Hello! I am working on implementing a small optimization (but huge for my use-case) centered around denoising. I want to check whether a tile is completely transparent, and if so skip the denoising for that tile. I’ve been through session.cpp and I implemented something that I think is on the right path. However, the pipeline is somewhat opaque to me; I’m not sure that I am trying to implement this in the right place.
Basically, I have this function:
bool FullyTransparent(ccl::Tile* tile){
float* in_combined;
in_combined = tile->buffers[0].buffer.data();
BufferParams *params = &tile->buffers[0].params;
int pass_stride = params->get_passes_size();
int size = params->width * params->height;
int offset = 0;
int str = 0;
params->get_offset_stride(str,offset);
float *in = tile->buffers[0].buffer.data() + offset;
for (int i = 0; i < size; i++, in += pass_stride, in_combined += pass_stride, in_combined += 4) {
if(in_combined[3] > 0.01f)
{
return false;
}
}
return true;
}
Down in session::AcquireTile, where we normally have rtile.task = RenderTile::DENOISE; I added a little check:
if (tile->state == Tile::DENOISE) {
if (!FullyTransparent(tile)) {
rtile.task = RenderTile::DENOISE;
}
else {
tile->state = tile->DENOISED;
}
}
I’m pretty sure that FullyTransparent() is on the right track (I know that it doesn’t work quite right), but I’m not at all sure if I am on the right track about where to actually put the check.
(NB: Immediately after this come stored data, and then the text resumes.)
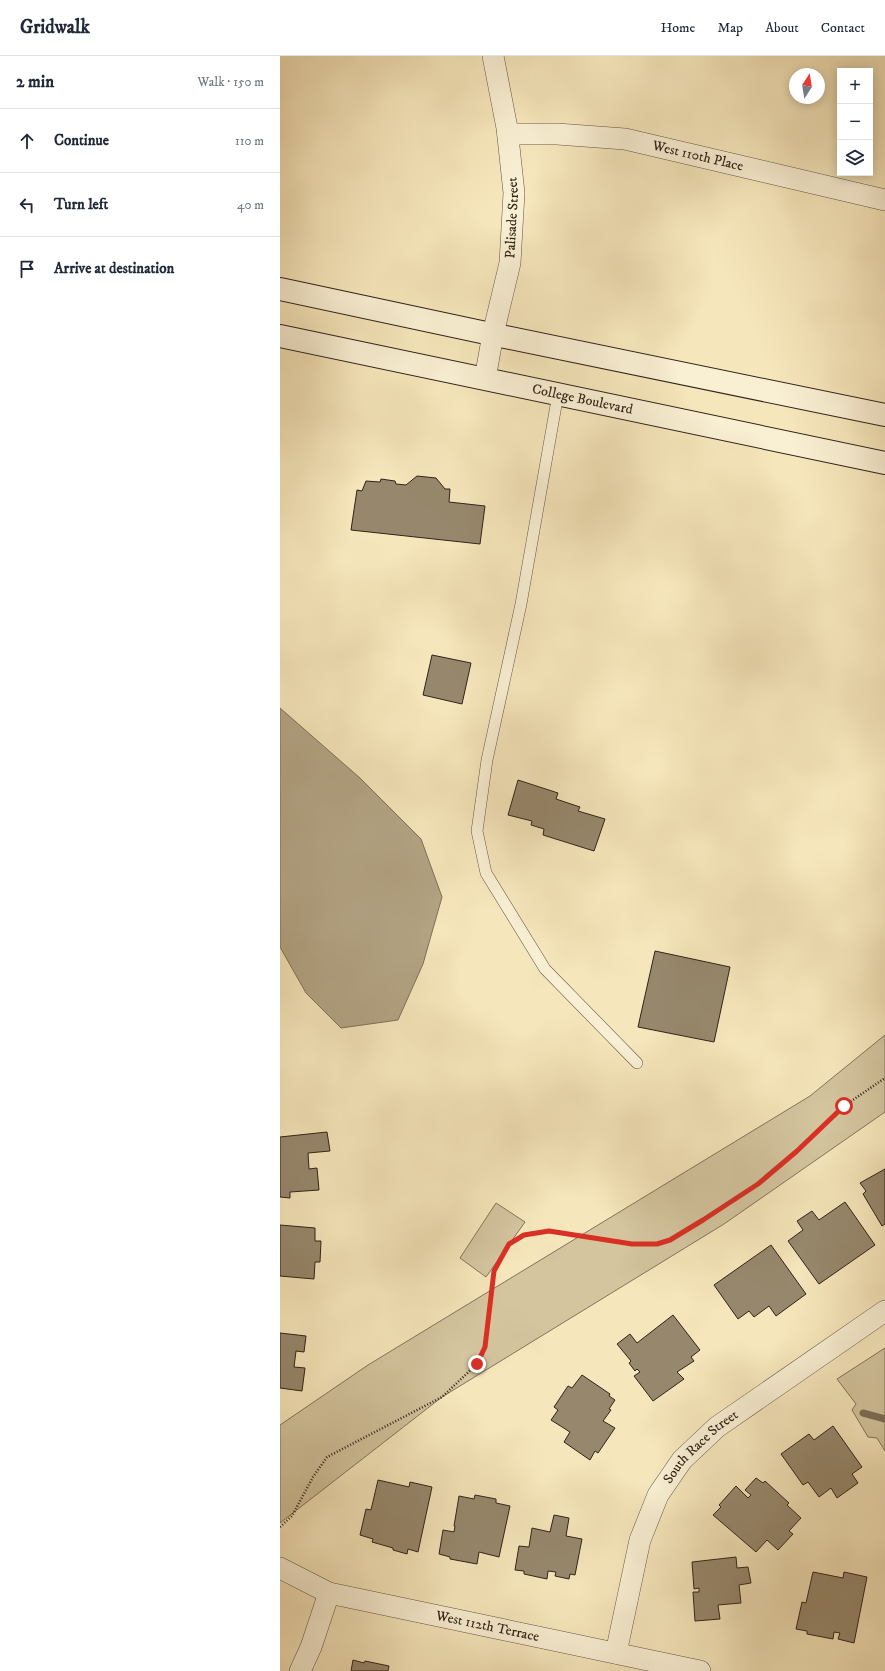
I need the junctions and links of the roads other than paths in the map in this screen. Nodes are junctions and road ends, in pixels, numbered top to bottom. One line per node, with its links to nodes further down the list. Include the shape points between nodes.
1 (493, 56): 2 (street, Palisade Street)
2 (508, 134): 3 (street, West 110th Place, via 557,134 625,139); 5 (street, Palisade Street, via 514,193 510,255)
3 (885, 200)
4 (280, 289): 5 (main road)
5 (493, 334): 7 (street, Palisade Street); 9 (main road)
6 (280, 336): 7 (main road, College Boulevard)
7 (485, 379): 8 (main road, College Boulevard)
8 (558, 394): 10 (main road, College Boulevard); 11 (lane, via 521,604 487,760 477,831 486,872 545,969)
9 (885, 415)
10 (885, 463)
11 (637, 1063)
12 (885, 1311): 15 (street, South Race Street, via 717,1427 682,1460 658,1495 640,1540)
13 (280, 1568): 14 (street, West 112th Terrace)
14 (329, 1593): 15 (street, West 112th Terrace); 16 (street)
15 (616, 1653): 17 (street, West 112th Terrace)
16 (300, 1671)
17 (700, 1671)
I’m not looking for somebody to write the code for me, just point me in the right direction please!
I would add this check in the device code that does the denoising, for example CPUDevice::denoise_openimagedenoise_buffer. For two reasons:
You don’t need to change the overall rendering logic, I don’t think changing the task or state in the tile will be sufficient.
It ensures your pixels have been copied to CPU memory, which your code seems to assume. If you are using a GPU denoiser, you’d need to either copy them to the CPU or do the test on the GPU.
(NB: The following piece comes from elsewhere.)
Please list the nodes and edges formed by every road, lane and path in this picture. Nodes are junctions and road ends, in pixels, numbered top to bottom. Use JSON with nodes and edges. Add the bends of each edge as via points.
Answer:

Ah, I understand. I hadn’t considered that the rendering pass data might not be immediately CPU accessible. I figured that implementing it in the renderer pipeline would make it more generically useful, but as it happens I AM only interested in the OpenImage denoiser.
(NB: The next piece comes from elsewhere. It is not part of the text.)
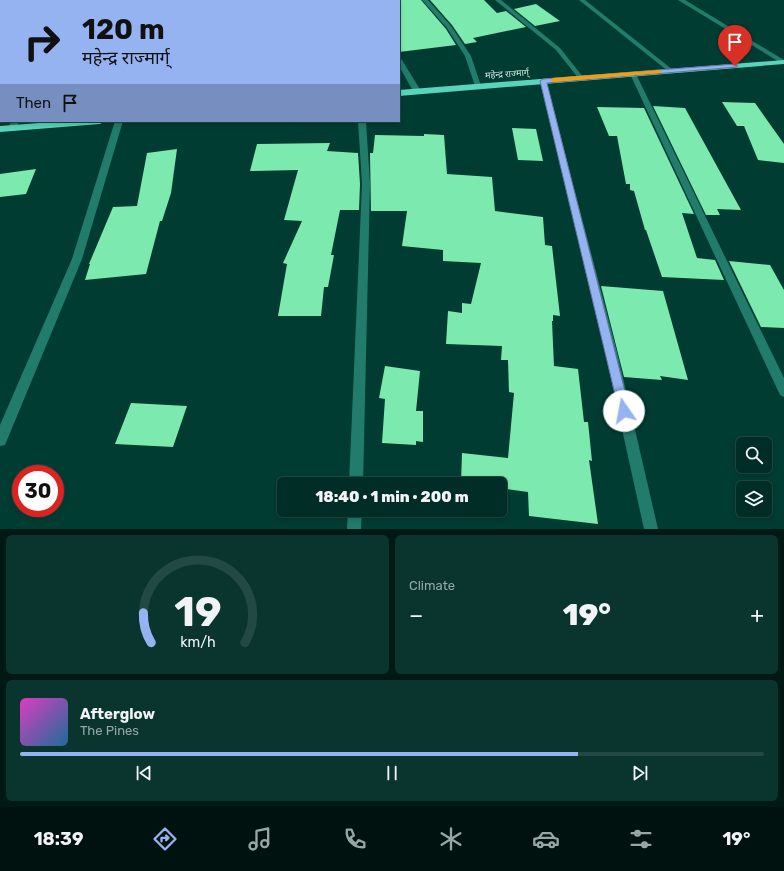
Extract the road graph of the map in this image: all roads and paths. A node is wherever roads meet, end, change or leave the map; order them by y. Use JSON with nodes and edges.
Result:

It looks like I can probably just pop the check it into denoise_openimagedenoise. Thanks!
Hehey, I got it! With almost no understanding of what I was doing! I think that’s a skill
I’d never submit a pull requested for this code, but just adding this to the start of the denoising function cut my render time by a third (will probably be 2 thirds when I modify my project to take advantage of it):
int offset = 0;
int str = 0;
BufferParams *params = &rtile.buffers[0].params;
params->get_offset_stride(str, offset);
int size = params->width * params->height;
float *in = rtile.buffers[0].buffer.data() + offset;
float *in_combined = rtile.buffers[0].buffer.data();
bool AllTransparent = true;
for (int i = 0; i < size;
i++, in += pass_stride, in_combined += pass_stride) {
if (in_combined[3] > 0.01f) {
AllTransparent = false;
break;
}
}
if (AllTransparent) {
return;
}
It’s a little bit tricky, because 99% of the stuff I do with Blender these days is work-related. I would need a sign-off from on high to work on anything for submission upstream. Also, this needs to be toggle-able in the settings so there is a bit more to do.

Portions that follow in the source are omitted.